* **TRY IT**: Provide the count of lines below that include the word "lane", without any accompanying remarks.

Dataset entries

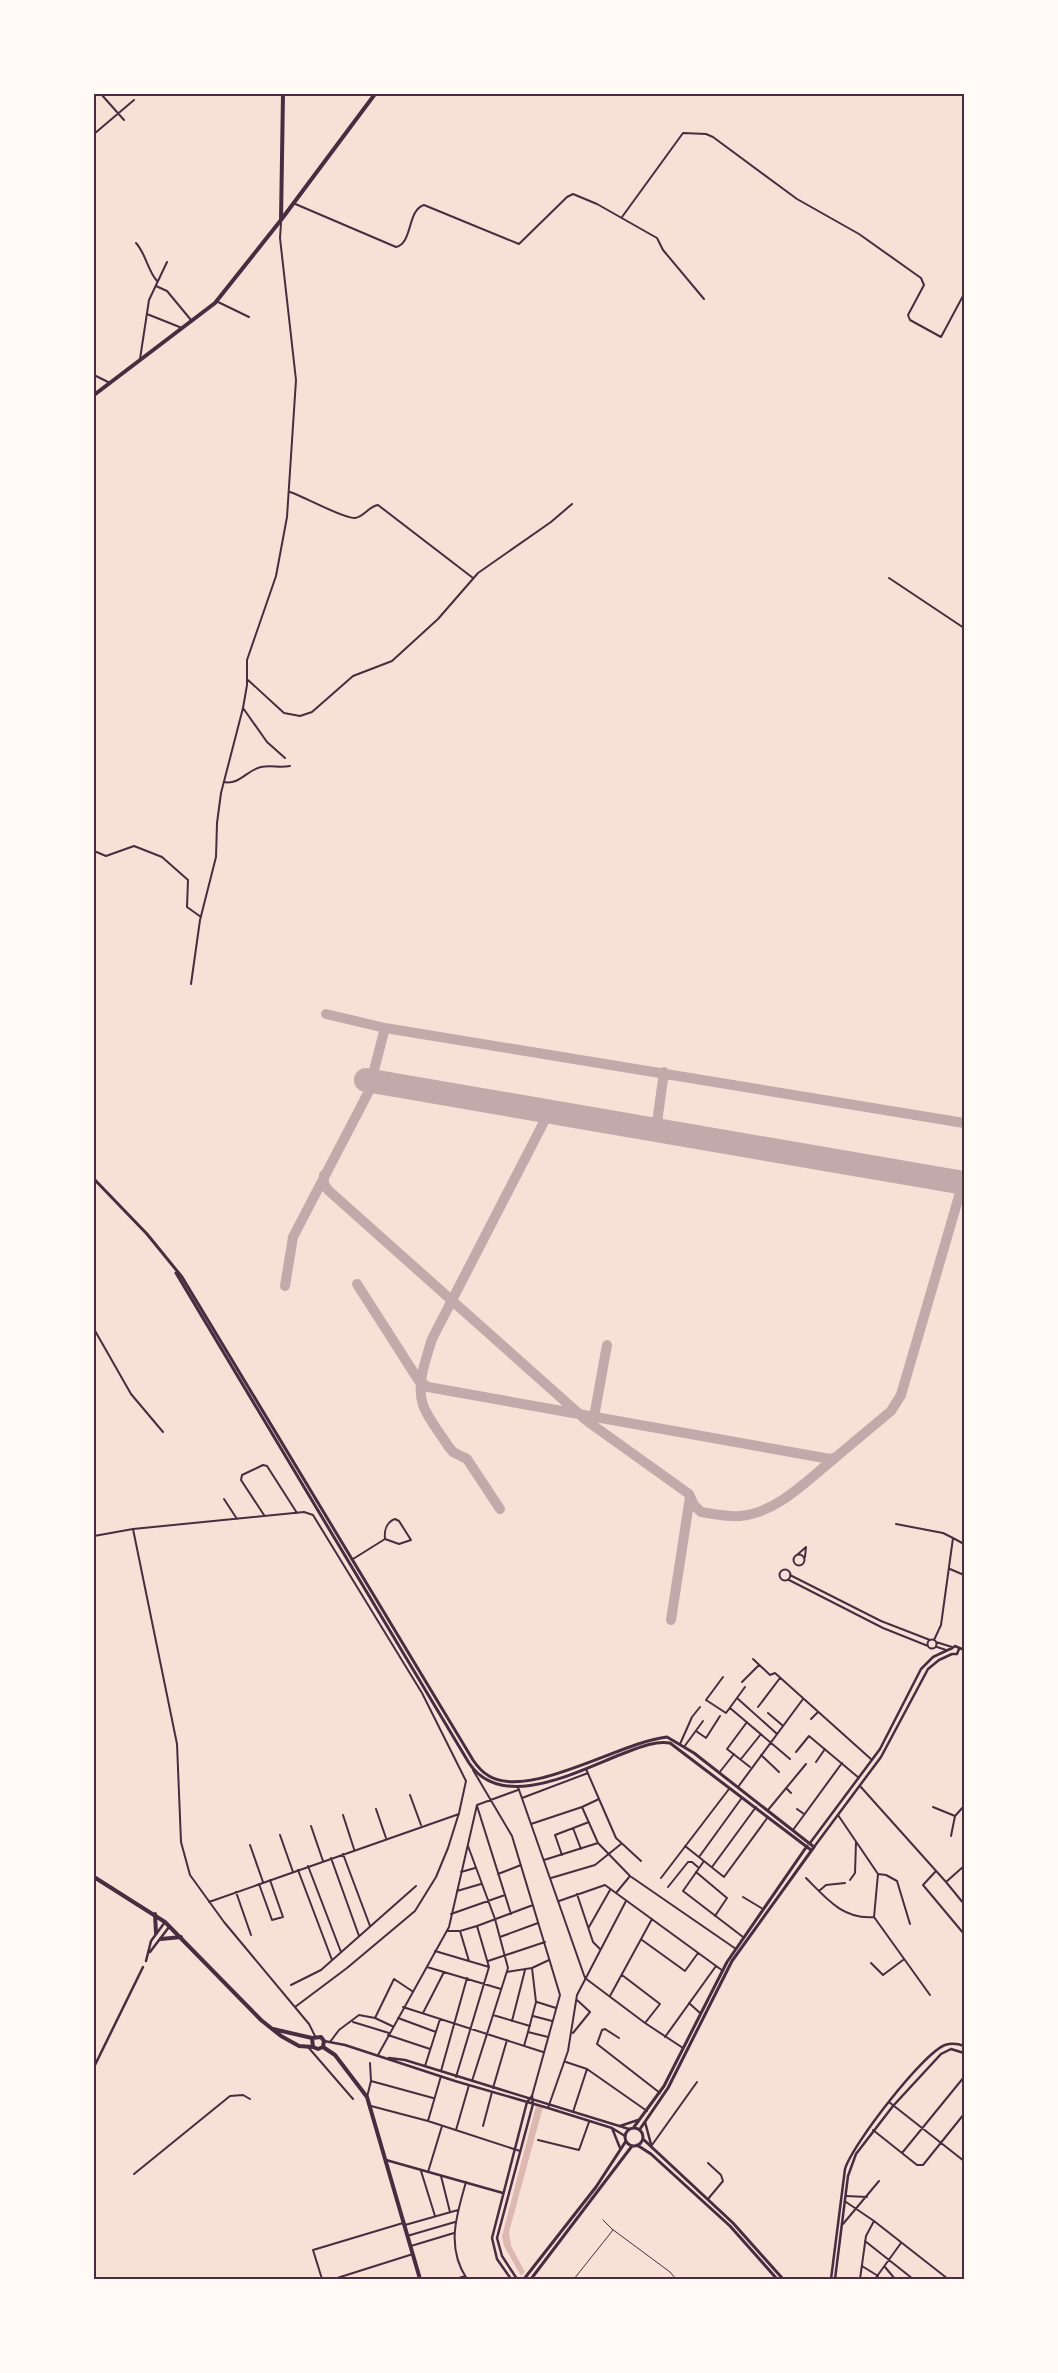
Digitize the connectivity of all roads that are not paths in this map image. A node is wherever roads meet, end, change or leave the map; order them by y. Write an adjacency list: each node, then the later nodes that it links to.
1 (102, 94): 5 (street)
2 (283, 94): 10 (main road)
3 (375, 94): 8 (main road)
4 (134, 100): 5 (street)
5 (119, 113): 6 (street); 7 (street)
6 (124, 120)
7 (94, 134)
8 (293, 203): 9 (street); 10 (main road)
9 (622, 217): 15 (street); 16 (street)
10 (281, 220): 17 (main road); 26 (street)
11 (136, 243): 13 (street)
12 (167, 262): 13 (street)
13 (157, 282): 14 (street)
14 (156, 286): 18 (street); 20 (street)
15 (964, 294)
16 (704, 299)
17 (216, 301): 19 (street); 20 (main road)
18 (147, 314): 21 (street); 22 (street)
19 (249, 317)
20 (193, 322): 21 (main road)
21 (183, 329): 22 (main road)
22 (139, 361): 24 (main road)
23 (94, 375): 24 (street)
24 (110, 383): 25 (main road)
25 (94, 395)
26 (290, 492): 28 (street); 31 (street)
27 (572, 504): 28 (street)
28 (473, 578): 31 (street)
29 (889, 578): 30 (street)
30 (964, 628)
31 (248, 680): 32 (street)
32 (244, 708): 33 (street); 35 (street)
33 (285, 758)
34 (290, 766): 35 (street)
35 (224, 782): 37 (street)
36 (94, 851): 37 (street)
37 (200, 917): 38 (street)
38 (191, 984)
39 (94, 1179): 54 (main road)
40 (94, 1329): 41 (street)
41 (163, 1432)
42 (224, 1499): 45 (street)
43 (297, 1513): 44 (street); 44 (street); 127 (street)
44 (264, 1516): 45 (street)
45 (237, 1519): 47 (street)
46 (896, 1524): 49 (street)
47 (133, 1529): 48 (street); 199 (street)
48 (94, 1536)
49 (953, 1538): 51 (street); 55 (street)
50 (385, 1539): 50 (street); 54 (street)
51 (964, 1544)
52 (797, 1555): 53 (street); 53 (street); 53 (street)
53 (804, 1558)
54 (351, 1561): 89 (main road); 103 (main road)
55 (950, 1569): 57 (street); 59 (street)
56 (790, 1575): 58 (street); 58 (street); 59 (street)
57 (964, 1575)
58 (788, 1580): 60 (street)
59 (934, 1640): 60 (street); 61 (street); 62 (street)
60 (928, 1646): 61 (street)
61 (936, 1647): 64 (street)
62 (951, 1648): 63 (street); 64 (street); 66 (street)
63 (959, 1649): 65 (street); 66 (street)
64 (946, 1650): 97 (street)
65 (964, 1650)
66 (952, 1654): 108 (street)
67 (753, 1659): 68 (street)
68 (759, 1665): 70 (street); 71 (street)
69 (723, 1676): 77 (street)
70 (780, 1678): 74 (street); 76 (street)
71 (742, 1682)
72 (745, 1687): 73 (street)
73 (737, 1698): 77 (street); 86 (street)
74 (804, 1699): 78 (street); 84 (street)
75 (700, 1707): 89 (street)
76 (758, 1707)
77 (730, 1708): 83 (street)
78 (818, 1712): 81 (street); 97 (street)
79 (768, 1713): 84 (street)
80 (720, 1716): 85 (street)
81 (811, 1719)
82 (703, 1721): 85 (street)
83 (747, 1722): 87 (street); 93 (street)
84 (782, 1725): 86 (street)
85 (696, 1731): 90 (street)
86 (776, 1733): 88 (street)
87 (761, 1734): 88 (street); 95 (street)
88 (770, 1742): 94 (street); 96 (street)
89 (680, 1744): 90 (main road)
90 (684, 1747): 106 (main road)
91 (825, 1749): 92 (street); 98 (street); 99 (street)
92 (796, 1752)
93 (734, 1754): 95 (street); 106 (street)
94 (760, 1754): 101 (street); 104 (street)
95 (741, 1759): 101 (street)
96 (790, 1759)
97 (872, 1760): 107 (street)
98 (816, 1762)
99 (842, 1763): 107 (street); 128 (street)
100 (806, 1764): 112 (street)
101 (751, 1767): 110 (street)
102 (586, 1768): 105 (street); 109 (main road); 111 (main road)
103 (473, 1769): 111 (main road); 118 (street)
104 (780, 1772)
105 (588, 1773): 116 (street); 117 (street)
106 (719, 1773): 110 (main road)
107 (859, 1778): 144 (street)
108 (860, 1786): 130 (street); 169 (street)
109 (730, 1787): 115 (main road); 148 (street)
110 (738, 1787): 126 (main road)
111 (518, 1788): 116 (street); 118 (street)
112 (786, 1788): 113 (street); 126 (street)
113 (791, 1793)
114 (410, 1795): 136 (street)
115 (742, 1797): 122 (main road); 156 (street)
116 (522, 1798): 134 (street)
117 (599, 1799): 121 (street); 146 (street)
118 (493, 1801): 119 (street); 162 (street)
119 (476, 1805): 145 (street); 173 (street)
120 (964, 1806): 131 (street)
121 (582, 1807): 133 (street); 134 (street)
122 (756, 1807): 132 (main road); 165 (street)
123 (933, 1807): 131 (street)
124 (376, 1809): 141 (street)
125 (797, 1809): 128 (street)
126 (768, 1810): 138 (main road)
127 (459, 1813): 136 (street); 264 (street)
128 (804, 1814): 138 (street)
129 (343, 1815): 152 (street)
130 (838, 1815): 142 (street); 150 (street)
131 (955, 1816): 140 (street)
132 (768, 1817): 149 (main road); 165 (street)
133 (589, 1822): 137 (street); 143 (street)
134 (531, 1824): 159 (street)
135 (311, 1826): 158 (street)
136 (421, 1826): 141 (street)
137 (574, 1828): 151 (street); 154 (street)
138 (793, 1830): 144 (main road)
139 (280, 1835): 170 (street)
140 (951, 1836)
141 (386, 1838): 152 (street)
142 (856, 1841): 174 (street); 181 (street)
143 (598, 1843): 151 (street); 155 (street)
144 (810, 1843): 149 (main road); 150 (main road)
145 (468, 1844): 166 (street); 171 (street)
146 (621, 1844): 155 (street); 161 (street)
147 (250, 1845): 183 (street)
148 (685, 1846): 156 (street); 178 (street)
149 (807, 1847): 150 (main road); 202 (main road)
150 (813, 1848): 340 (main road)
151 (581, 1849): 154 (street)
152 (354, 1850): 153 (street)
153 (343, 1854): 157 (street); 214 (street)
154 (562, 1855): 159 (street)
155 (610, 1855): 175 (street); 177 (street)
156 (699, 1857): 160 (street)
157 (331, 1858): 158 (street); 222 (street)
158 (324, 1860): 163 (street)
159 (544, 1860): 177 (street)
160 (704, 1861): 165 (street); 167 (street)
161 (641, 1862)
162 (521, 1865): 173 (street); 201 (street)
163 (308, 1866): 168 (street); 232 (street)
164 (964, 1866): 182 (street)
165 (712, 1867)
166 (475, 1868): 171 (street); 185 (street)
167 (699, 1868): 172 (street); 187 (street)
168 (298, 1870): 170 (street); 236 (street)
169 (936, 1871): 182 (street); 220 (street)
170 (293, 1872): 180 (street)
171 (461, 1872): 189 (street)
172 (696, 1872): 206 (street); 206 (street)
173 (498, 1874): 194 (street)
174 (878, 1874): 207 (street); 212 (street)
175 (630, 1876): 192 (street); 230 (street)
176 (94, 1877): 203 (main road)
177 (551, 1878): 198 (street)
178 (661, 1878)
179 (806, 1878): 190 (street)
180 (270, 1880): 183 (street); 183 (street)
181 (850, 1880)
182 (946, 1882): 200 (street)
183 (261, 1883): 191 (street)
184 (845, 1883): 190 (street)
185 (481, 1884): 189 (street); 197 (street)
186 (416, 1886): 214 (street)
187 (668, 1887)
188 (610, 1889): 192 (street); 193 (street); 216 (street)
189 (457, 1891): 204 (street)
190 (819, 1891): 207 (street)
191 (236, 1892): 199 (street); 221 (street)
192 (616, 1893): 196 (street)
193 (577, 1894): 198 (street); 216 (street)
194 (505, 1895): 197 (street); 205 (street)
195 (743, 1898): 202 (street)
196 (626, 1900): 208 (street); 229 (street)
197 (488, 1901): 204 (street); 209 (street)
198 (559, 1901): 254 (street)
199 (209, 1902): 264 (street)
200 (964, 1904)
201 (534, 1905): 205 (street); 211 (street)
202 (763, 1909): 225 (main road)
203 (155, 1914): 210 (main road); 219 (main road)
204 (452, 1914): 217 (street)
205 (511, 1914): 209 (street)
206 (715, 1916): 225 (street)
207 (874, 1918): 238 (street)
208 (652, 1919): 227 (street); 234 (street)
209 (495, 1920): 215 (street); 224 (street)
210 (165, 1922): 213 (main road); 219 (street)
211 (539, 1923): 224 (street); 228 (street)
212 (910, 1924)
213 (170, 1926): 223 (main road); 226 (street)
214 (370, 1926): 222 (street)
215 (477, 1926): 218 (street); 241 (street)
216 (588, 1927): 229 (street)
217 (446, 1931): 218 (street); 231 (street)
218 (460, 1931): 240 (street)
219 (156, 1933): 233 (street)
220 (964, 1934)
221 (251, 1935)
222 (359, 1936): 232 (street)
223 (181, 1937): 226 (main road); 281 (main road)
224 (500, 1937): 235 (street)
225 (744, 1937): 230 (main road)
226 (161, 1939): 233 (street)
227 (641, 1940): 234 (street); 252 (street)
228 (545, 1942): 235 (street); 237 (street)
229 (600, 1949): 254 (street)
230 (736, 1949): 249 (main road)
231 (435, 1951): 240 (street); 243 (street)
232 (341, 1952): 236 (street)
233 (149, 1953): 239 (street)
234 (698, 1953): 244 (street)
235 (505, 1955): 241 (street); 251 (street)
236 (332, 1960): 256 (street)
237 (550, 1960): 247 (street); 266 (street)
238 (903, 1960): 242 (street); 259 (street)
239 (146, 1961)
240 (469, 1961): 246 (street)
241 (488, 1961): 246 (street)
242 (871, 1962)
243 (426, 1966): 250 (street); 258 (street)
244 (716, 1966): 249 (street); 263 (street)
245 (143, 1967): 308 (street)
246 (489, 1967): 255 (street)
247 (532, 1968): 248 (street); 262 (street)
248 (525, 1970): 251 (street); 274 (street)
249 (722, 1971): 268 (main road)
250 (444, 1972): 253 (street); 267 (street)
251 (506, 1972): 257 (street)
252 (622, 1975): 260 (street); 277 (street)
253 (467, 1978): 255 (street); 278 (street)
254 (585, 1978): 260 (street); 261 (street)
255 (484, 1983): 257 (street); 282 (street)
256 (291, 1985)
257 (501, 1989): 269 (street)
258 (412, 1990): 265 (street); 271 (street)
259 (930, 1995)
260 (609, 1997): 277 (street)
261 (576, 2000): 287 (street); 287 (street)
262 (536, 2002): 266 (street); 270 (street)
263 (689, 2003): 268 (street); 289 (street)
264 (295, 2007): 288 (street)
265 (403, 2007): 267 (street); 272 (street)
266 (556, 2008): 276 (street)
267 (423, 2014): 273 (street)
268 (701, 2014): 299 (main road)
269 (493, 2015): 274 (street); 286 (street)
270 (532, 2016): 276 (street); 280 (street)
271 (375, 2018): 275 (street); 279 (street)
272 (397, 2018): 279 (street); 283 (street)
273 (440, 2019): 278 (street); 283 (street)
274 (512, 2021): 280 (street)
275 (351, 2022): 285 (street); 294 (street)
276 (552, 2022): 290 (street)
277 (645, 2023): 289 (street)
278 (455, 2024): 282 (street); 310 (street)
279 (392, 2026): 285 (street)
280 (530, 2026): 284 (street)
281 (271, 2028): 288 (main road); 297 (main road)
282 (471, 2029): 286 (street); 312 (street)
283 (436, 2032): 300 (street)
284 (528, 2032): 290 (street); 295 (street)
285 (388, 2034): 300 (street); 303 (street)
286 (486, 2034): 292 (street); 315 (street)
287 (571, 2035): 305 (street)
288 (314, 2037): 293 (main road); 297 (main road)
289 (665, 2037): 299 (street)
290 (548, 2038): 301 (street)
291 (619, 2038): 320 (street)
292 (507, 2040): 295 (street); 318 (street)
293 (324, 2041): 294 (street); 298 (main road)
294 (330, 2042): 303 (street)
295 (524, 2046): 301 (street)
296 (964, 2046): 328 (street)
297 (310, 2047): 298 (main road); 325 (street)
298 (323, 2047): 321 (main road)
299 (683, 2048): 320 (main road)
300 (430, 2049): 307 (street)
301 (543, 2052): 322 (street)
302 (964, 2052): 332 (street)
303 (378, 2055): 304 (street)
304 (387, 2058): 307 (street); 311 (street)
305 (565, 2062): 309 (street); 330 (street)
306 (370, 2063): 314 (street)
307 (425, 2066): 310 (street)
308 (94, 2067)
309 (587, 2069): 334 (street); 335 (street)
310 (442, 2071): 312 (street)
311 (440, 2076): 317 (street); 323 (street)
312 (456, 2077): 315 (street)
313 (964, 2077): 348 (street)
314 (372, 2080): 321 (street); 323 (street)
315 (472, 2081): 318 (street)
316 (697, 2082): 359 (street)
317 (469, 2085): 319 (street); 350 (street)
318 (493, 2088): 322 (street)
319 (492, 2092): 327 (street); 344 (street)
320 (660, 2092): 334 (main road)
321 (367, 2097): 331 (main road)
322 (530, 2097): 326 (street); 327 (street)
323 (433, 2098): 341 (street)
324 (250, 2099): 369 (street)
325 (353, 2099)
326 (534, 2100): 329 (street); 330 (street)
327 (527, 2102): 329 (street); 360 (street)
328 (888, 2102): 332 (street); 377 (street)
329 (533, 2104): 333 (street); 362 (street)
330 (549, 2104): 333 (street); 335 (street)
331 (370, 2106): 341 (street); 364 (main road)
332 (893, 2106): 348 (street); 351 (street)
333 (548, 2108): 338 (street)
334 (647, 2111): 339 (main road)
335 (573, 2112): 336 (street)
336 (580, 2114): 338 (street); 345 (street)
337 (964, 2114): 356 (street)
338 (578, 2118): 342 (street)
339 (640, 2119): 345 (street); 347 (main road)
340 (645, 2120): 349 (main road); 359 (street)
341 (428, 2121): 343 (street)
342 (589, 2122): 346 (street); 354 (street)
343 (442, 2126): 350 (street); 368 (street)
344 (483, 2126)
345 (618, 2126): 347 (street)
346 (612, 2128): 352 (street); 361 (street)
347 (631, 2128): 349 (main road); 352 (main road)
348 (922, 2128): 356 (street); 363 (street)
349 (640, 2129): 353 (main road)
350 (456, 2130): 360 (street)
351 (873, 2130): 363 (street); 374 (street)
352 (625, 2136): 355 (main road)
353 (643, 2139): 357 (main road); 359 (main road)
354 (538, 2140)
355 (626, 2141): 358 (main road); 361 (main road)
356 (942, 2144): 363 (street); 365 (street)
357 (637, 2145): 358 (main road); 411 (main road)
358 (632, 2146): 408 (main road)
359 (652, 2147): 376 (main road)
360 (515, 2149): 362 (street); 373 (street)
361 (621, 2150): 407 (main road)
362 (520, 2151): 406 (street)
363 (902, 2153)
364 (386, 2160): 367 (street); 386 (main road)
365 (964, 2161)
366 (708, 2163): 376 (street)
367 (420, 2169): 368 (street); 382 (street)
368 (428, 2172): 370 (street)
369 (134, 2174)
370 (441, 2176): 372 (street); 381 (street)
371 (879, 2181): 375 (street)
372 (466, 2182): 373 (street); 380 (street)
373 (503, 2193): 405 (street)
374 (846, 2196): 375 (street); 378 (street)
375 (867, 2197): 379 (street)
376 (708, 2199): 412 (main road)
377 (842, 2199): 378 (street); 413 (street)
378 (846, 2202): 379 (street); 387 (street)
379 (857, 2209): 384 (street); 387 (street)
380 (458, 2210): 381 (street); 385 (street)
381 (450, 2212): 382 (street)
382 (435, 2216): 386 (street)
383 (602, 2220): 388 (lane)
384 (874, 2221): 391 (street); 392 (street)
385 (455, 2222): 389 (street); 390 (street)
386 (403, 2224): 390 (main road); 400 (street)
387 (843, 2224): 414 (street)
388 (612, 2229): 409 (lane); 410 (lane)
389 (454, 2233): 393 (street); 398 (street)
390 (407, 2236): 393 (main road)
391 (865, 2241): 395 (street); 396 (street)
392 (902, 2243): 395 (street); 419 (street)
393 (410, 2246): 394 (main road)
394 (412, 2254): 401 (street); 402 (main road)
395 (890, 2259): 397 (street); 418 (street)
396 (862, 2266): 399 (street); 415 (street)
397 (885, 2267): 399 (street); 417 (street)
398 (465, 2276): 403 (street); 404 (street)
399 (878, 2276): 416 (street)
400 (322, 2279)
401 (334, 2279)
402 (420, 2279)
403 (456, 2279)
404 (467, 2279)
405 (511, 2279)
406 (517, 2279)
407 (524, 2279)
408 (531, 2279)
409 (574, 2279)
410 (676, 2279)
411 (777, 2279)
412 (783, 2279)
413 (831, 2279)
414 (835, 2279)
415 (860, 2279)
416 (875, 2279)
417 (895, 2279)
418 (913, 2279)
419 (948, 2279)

* **EXERCISE SOLUTION**: 2